Transferable strategies and actions for increasing health assessments for people with an intellectual disability
In Australia, people living with an intellectual disability comprise about 1–3% of the population and, compared with the general population, experience worse health outcomes.1 Poorer participation in primary health care of people with an intellectual disability contributes to high levels of undetected and unmanaged health issues and premature deaths from preventable causes.2
A positive development to address these inequities is the roll‐out of a $6.5 million Primary Care Enhancement Program over 4 years (2020–2024). The Enhancement Program will be developed through four lead Primary Health Networks (PHNs), with a view to a national rollout across all PHNs. The aim of the Enhancement Program is to increase the skills and ability of general practitioners and other health care professionals to provide effective primary health care for people with intellectual disability.3 To achieve this aim, a key focus of the Enhancement Program is to increase the uptake of the existing Medicare Benefits Schedule (MBS) preventive health assessments to strengthen equity of primary health care access and to support the delivery of evidence‐based preventive health to people with intellectual disability (Supporting Information).3 In Australia, there is some evidence to support the use of preventive health assessments for people with an intellectual disability.4 The evidence suggests that yearly preventive health assessments performed in the primary health care setting pick up on unmet health needs in the area of health screening, health promotion, and identification of unrecognised disease.4 Health assessments are a mechanism to support the delivery of evidence‐based preventive health care.

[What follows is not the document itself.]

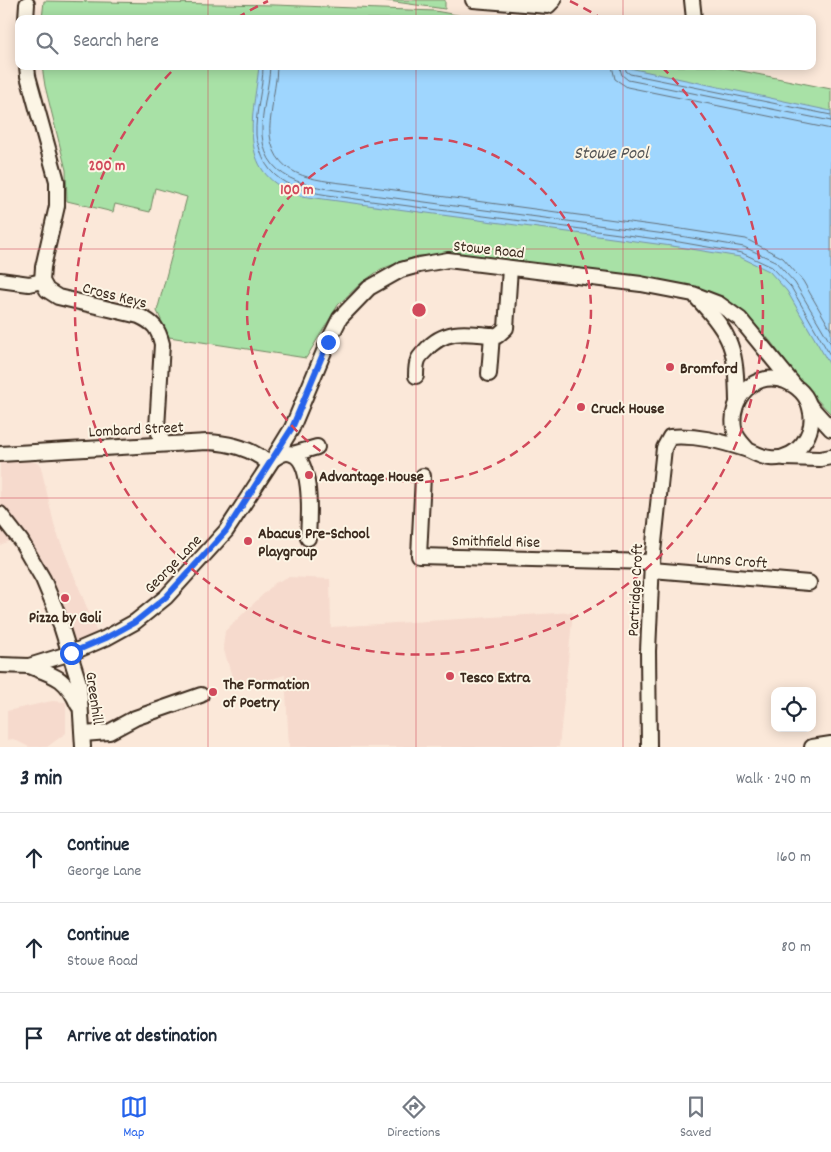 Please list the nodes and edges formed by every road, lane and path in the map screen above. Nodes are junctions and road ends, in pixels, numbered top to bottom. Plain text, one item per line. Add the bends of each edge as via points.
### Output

While people with intellectual disability might in general seem to share few characteristics with Aboriginal and Torres Strait Islander people (hereafter respectfully referred to as Indigenous), these groups have some common challenges when accessing primary health care. These include complexity of health needs, limitations on identification of being Indigenous or having an intellectual disability in clinical information systems, discrimination, clinical inertia, and communication barriers. For both groups, effective clinical practice requires attention to social determinants of health as well as specific medical needs.5,6
As part of a long‐standing Indigenous primary health care continuous quality improvement (CQI) research collaboration, we have knowledge of the barriers to and enablers of the uptake of preventive health assessments — specifically, the MBS item 715 for Indigenous people.7,8 As such, we have identified some positive actions that may potentially be transferrable to people living with an intellectual disability, along with strategies to inform the effective roll‐out of this new program.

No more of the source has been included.